As soon as I'm caught up a bit I plan to post...
- a residency recap and reflections
- the results of my functional pottery adventures
- photos of the great ceramic work I bought/traded for
- plaster mixing guidelines
More to come!
They are handbuilt from 1/4" earthenware slabs using a paper pattern that I made from a standard pint glass. Fortunately, I was able to adapt my usual handbuilding techniques fairly easily for this step.
There were casualties early on, however. I lost 2 after applying a few layers of terra sigillata and saturating the bone-dry clay. This one split right down the middle - mostly along the carved lines.
I'm was already down to 4 when I had to face my real challenge. With to do with the surface??
See, none of my standard, favorite, low fire glazes are food safe. So, after exchanging a few emails with glaze guru John Britt, and running a few tests (on the broken cups I might add), I was able to come up with a solution. They're in the kiln now (glaze to cone 04) and I hope, hope, hope that I get 2 decent ones out to donate. And I only made 4 plates. So fingers crossed there too! I'll know tomorrow afternoon...
In the meantime, here's a little eye candy from the market Saturday morning. The lilies this woman had were absolutely amazing. I'd never seen so many varieties and colors!
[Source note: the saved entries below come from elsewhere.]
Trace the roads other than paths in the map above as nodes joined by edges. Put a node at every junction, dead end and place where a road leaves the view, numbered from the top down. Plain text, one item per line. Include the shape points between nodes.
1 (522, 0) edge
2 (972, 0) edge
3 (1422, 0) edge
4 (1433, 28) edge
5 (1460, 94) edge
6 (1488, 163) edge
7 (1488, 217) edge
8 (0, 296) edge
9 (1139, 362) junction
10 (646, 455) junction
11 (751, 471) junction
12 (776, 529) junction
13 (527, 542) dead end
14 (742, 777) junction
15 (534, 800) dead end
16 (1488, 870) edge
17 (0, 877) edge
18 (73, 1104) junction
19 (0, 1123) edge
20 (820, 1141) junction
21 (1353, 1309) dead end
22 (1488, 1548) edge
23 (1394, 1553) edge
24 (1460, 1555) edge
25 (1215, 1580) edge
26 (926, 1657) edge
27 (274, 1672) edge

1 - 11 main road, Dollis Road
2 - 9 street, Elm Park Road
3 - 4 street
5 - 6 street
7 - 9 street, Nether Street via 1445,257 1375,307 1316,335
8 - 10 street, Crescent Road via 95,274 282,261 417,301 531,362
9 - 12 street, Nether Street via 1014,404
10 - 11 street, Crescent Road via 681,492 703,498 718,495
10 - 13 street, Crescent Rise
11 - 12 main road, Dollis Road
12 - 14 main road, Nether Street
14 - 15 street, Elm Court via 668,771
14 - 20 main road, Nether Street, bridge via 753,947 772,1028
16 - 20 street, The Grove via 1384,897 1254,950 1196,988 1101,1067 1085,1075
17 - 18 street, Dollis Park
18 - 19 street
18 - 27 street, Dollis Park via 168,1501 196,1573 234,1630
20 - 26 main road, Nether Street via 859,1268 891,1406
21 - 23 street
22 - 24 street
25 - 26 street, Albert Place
Some of Courtney's work from the Resident Artist Exhibition.It was a quick visit, but I'm looking forward to heading back there next Saturday, July 24 for The Bray Bash - thier annual auction and fundraiser.
From The Bray's Website:
"The Archie Bray Foundation for the Ceramic Arts is a public, nonprofit, educational institution founded in 1951 by brickmaker Archie Bray, who intended it to be 'a place to make available for all who are seriously and sincerely interested in any of the branches of the ceramic arts, a fine place to work.' Its primary mission is to provide an environment that stimulates creative work in ceramics. "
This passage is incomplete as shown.